■ WHAT YOU WILL DO: Filtering the records below, copy only those lines that include the word "Wiethmarstraße".

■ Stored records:
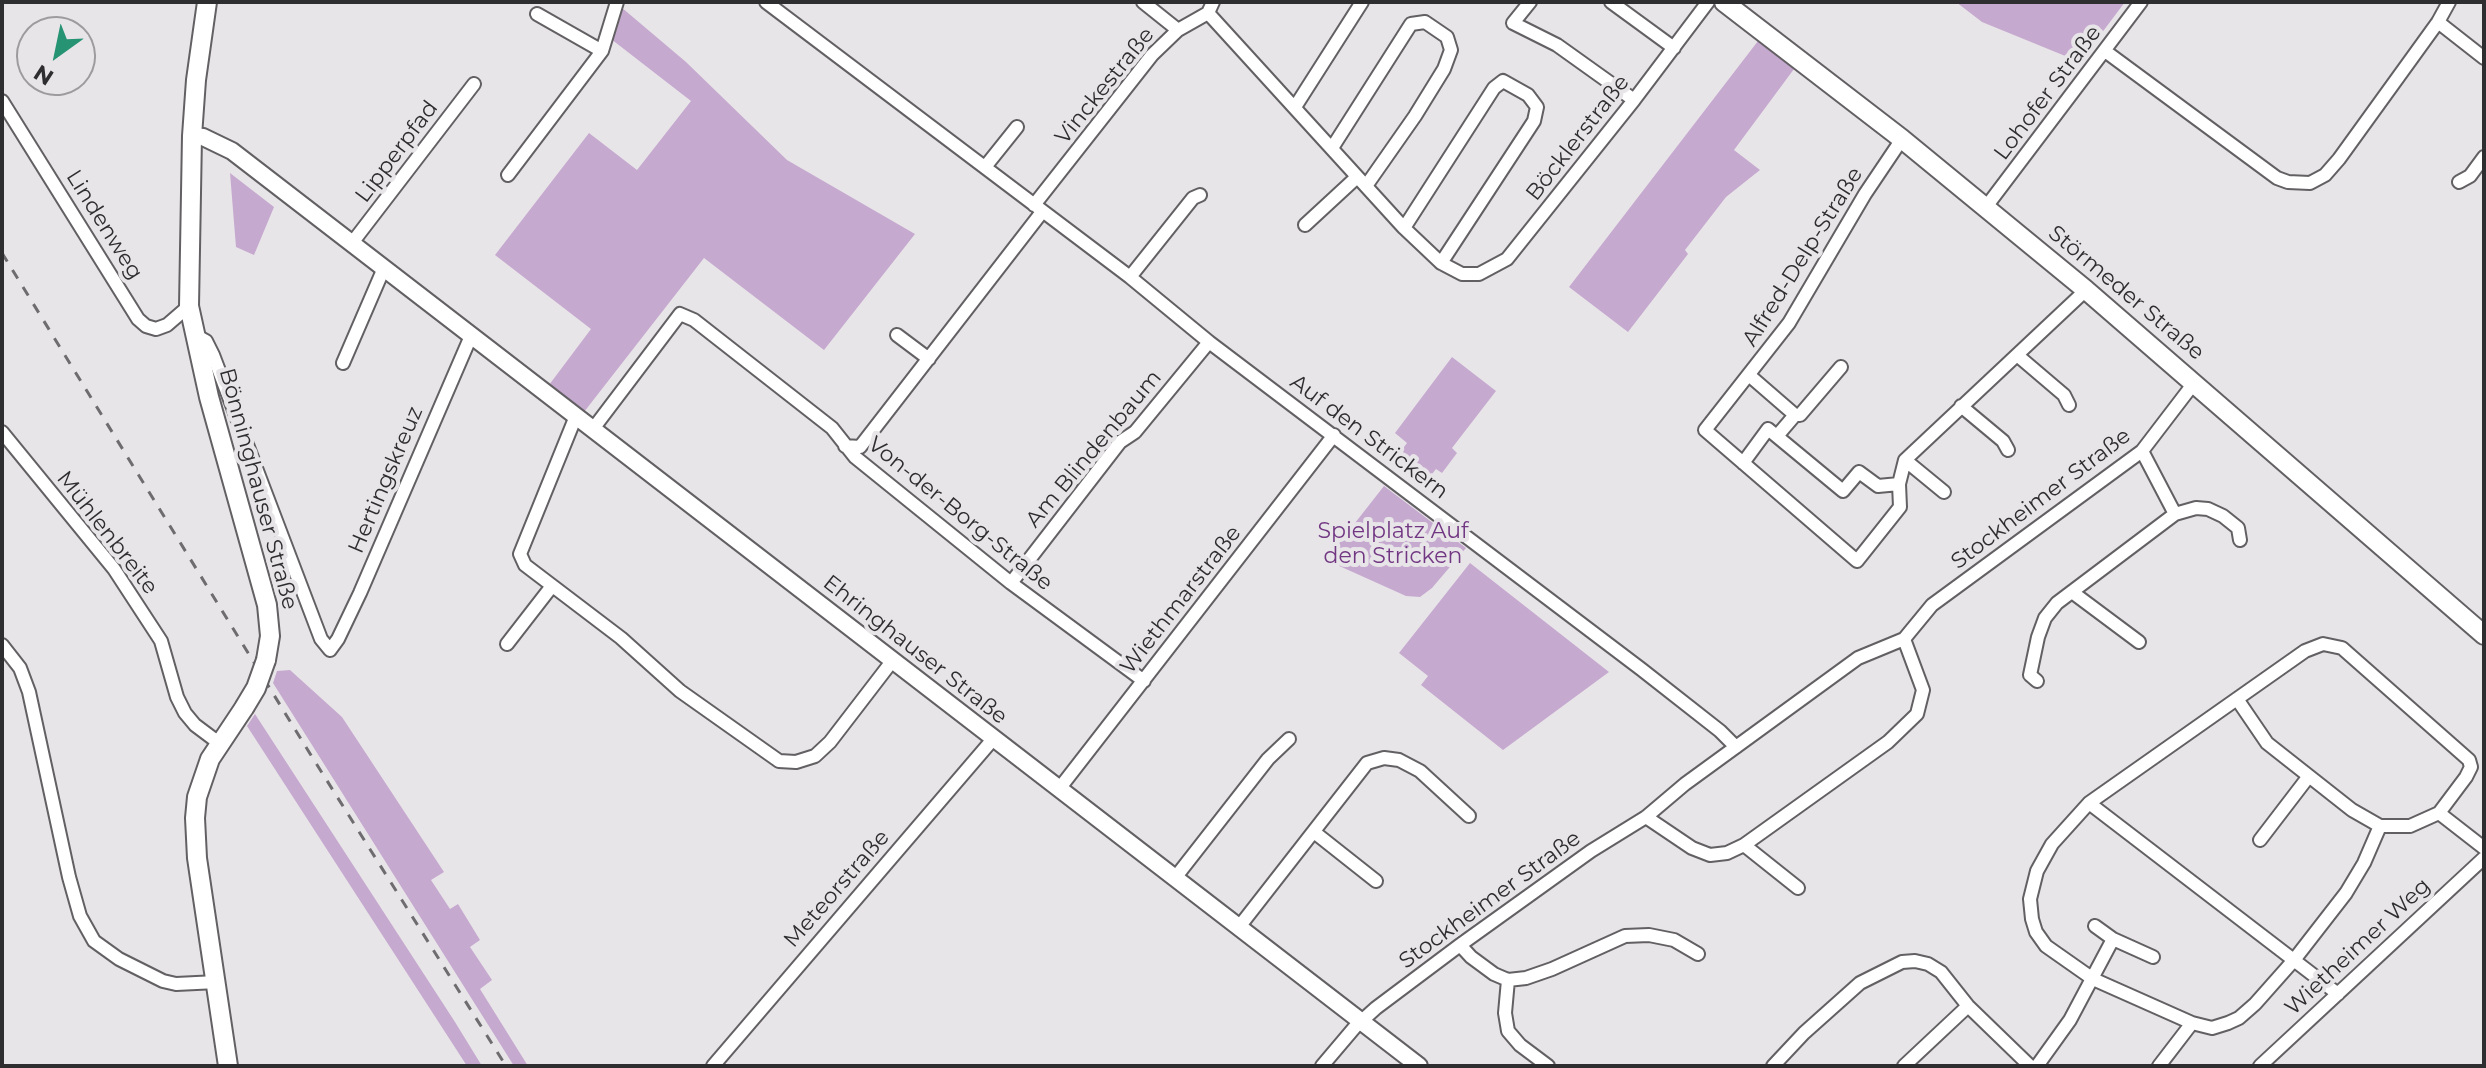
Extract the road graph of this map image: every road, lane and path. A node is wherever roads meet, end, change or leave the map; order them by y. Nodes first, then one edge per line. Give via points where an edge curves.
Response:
1 (207, 2) edge
2 (617, 2) edge
3 (766, 2) edge
4 (1143, 2) edge
5 (1362, 2) edge
6 (1530, 2) edge
7 (1611, 2) edge
8 (1708, 2) edge
9 (1724, 2) edge
10 (2141, 2) edge
11 (2449, 2) edge
12 (1211, 7) edge
13 (537, 14) dead end
14 (2438, 22) junction
15 (1178, 30) junction
16 (1674, 48) junction
17 (602, 51) junction
18 (2105, 51) junction
19 (2484, 58) edge
20 (474, 84) dead end
21 (1634, 100) junction
22 (2, 101) edge
23 (1295, 107) junction
24 (1017, 127) dead end
25 (192, 136) junction
26 (1902, 139) junction
27 (1332, 148) junction
28 (2484, 157) edge
29 (985, 167) junction
30 (508, 175) dead end
31 (1361, 182) junction
32 (2459, 182) dead end
33 (1200, 195) dead end
34 (1986, 207) junction
35 (1038, 208) junction
36 (1305, 225) dead end
37 (1404, 228) junction
38 (352, 243) junction
39 (1441, 263) junction
40 (384, 268) junction
41 (1130, 277) junction
42 (2086, 290) junction
43 (189, 306) junction
44 (193, 334) junction
45 (897, 335) dead end
46 (471, 336) junction
47 (1209, 342) junction
48 (2017, 355) junction
49 (929, 359) junction
50 (343, 363) dead end
51 (1841, 367) dead end
52 (1750, 376) junction
53 (2194, 383) junction
54 (2069, 405) dead end
55 (1961, 406) junction
56 (1795, 415) junction
57 (576, 416) junction
58 (593, 429) junction
59 (1334, 435) junction
60 (1777, 436) junction
61 (3, 437) edge
62 (845, 446) junction
63 (2008, 450) dead end
64 (2142, 451) junction
65 (1905, 460) junction
66 (1743, 463) junction
67 (1899, 484) junction
68 (1944, 492) dead end
69 (2175, 514) junction
70 (2240, 540) dead end
71 (1011, 583) junction
72 (552, 586) junction
73 (2072, 592) junction
74 (2484, 635) edge
75 (1904, 639) junction
76 (2139, 642) dead end
77 (507, 644) dead end
78 (2, 645) edge
79 (893, 660) junction
80 (1144, 681) junction
81 (2037, 681) dead end
82 (2237, 699) junction
83 (994, 738) junction
84 (1289, 739) dead end
85 (219, 743) junction
86 (1736, 747) junction
87 (2309, 776) junction
88 (1059, 789) junction
89 (2089, 803) junction
90 (2439, 813) junction
91 (1469, 816) dead end
92 (1646, 817) junction
93 (2380, 826) junction
94 (1314, 832) junction
95 (2260, 840) dead end
96 (1744, 845) junction
97 (2484, 848) edge
98 (2484, 858) edge
99 (1175, 878) junction
100 (1376, 881) dead end
101 (1798, 888) dead end
102 (2095, 926) dead end
103 (1239, 927) junction
104 (2113, 939) junction
105 (1460, 945) junction
106 (1698, 954) dead end
107 (2153, 957) dead end
108 (2294, 960) junction
109 (2093, 979) junction
110 (1508, 980) junction
111 (217, 982) junction
112 (2338, 994) junction
113 (1968, 1006) junction
114 (1362, 1022) junction
115 (2189, 1028) junction
116 (228, 1066) edge
117 (713, 1066) edge
118 (1322, 1066) edge
119 (1419, 1066) edge
120 (1548, 1066) edge
121 (1773, 1066) edge
122 (1904, 1066) edge
123 (2030, 1066) edge
124 (2037, 1066) edge
125 (2159, 1066) edge
126 (2260, 1066) edge

1 - 25 main road, Bönninghauser Straße
2 - 17 street
3 - 29 street, Auf den Strickern
4 - 15 street
5 - 23 street
6 - 21 street via 1513,23 1557,45
7 - 16 street
8 - 16 street, Böcklerstraße
9 - 26 main road, Störmeder Straße
10 - 18 street, Lohofer Straße
11 - 14 street
12 - 15 street, Vinckestraße
12 - 23 street
13 - 17 street
14 - 18 street via 2339,159 2310,183 2277,178
14 - 19 street
15 - 35 street, Vinckestraße via 1152,55
16 - 21 street, Böcklerstraße
17 - 30 street
18 - 34 street, Lohofer Straße
20 - 38 street, Lipperpfad
21 - 39 street, Böcklerstraße via 1507,259 1479,274 1462,274
22 - 43 street, Lindenweg via 138,319 156,329
23 - 27 street
24 - 29 street
25 - 38 street, Ehringhauser Straße via 232,151
25 - 43 main road, Bönninghauser Straße
26 - 34 main road, Störmeder Straße
26 - 52 street, Alfred-Delp-Straße via 1789,323
27 - 31 street
27 - 31 street via 1411,24 1425,22 1447,37 1451,50 1444,69 1415,116
28 - 32 street
29 - 35 street, Auf den Strickern
31 - 36 street
31 - 37 street
33 - 41 street
34 - 42 main road, Störmeder Straße
35 - 41 street, Auf den Strickern
35 - 49 street, Vinckestraße
37 - 39 street
37 - 39 street via 1494,88 1503,81 1515,86 1537,107 1534,121
38 - 40 street, Ehringhauser Straße
40 - 46 street, Ehringhauser Straße
40 - 50 street
41 - 47 street, Auf den Strickern
42 - 48 street
42 - 53 main road, Störmeder Straße
43 - 44 main road, Bönninghauser Straße
44 - 46 street, Hertingskreuz via 206,341 213,355 321,639 330,650
44 - 85 main road, Bönninghauser Straße, bridge via 267,605 270,636 256,688
45 - 49 street
46 - 57 street, Ehringhauser Straße
47 - 59 street, Auf den Strickern
47 - 71 street, Am Blindenbaum via 1135,432 1120,442
48 - 54 street
48 - 55 street
49 - 62 street, Vinckestraße via 860,447
51 - 56 street
52 - 56 street
52 - 66 street, Alfred-Delp-Straße via 1705,430
53 - 64 street, Stockheimer Straße
53 - 74 main road, Störmeder Straße
55 - 63 street
55 - 65 street
56 - 60 street
57 - 58 street, Ehringhauser Straße
57 - 72 street via 520,554 525,565
58 - 62 street, Von-der-Borg-Straße via 680,314 832,428
58 - 79 street, Ehringhauser Straße
59 - 80 street, Wiethmarstraße
59 - 86 street, Auf den Strickern
60 - 66 street via 1768,429
60 - 67 street via 1843,491 1859,472 1878,486
61 - 85 street, Mühlenbreite via 114,569 161,641 185,713
62 - 71 street, Von-der-Borg-Straße
64 - 69 street
64 - 75 street, Stockheimer Straße via 1932,605
65 - 67 street
65 - 68 street
66 - 67 street via 1857,561 1900,507
69 - 70 street via 2208,509 2238,528
69 - 73 street
71 - 80 street, Von-der-Borg-Straße
72 - 77 street
72 - 79 street via 680,691 779,761 815,756
73 - 76 street
73 - 81 street via 2045,618 2030,675
75 - 86 street, Stockheimer Straße via 1858,658
75 - 96 street via 1923,690 1917,714 1888,742
78 - 111 street via 20,668 29,692 69,877 94,941 163,981
79 - 83 street, Ehringhauser Straße
80 - 88 street, Wiethmarstraße
82 - 87 street via 2267,743
82 - 89 street
82 - 90 street via 2305,651 2323,644 2342,648 2469,760 2466,777
83 - 88 street, Ehringhauser Straße
83 - 117 street, Meteorstraße
84 - 99 street
85 - 111 main road, Bönninghauser Straße via 202,779 195,818
86 - 92 street, Stockheimer Straße
87 - 93 street
87 - 95 street
88 - 99 street, Ehringhauser Straße
89 - 108 street
89 - 109 street via 2052,844 2030,899 2036,932 2046,946
90 - 93 street via 2410,826
90 - 97 street
91 - 94 street via 1420,771 1384,758 1367,763
92 - 96 street via 1710,855
92 - 105 street, Stockheimer Straße
93 - 108 street via 2346,893
94 - 100 street
94 - 103 street
96 - 101 street
98 - 112 street, Wietheimer Weg
99 - 103 street, Ehringhauser Straße
102 - 104 street
103 - 114 street, Ehringhauser Straße
104 - 107 street
104 - 109 street
105 - 110 street
105 - 114 street, Stockheimer Straße
106 - 110 street via 1674,940 1625,936 1552,969
108 - 112 street
108 - 115 street via 2239,1018 2212,1028
109 - 115 street
109 - 124 street
110 - 120 street via 1508,1031
111 - 116 main road, Bönninghauser Straße
112 - 126 street, Wietheimer Weg
113 - 121 street via 1941,972 1928,964 1902,962 1860,983
113 - 122 street
113 - 123 street
114 - 118 street, Stockheimer Straße
114 - 119 street, Ehringhauser Straße
115 - 125 street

■ SOLVED PROBLEM:
59 - 80 street, Wiethmarstraße
80 - 88 street, Wiethmarstraße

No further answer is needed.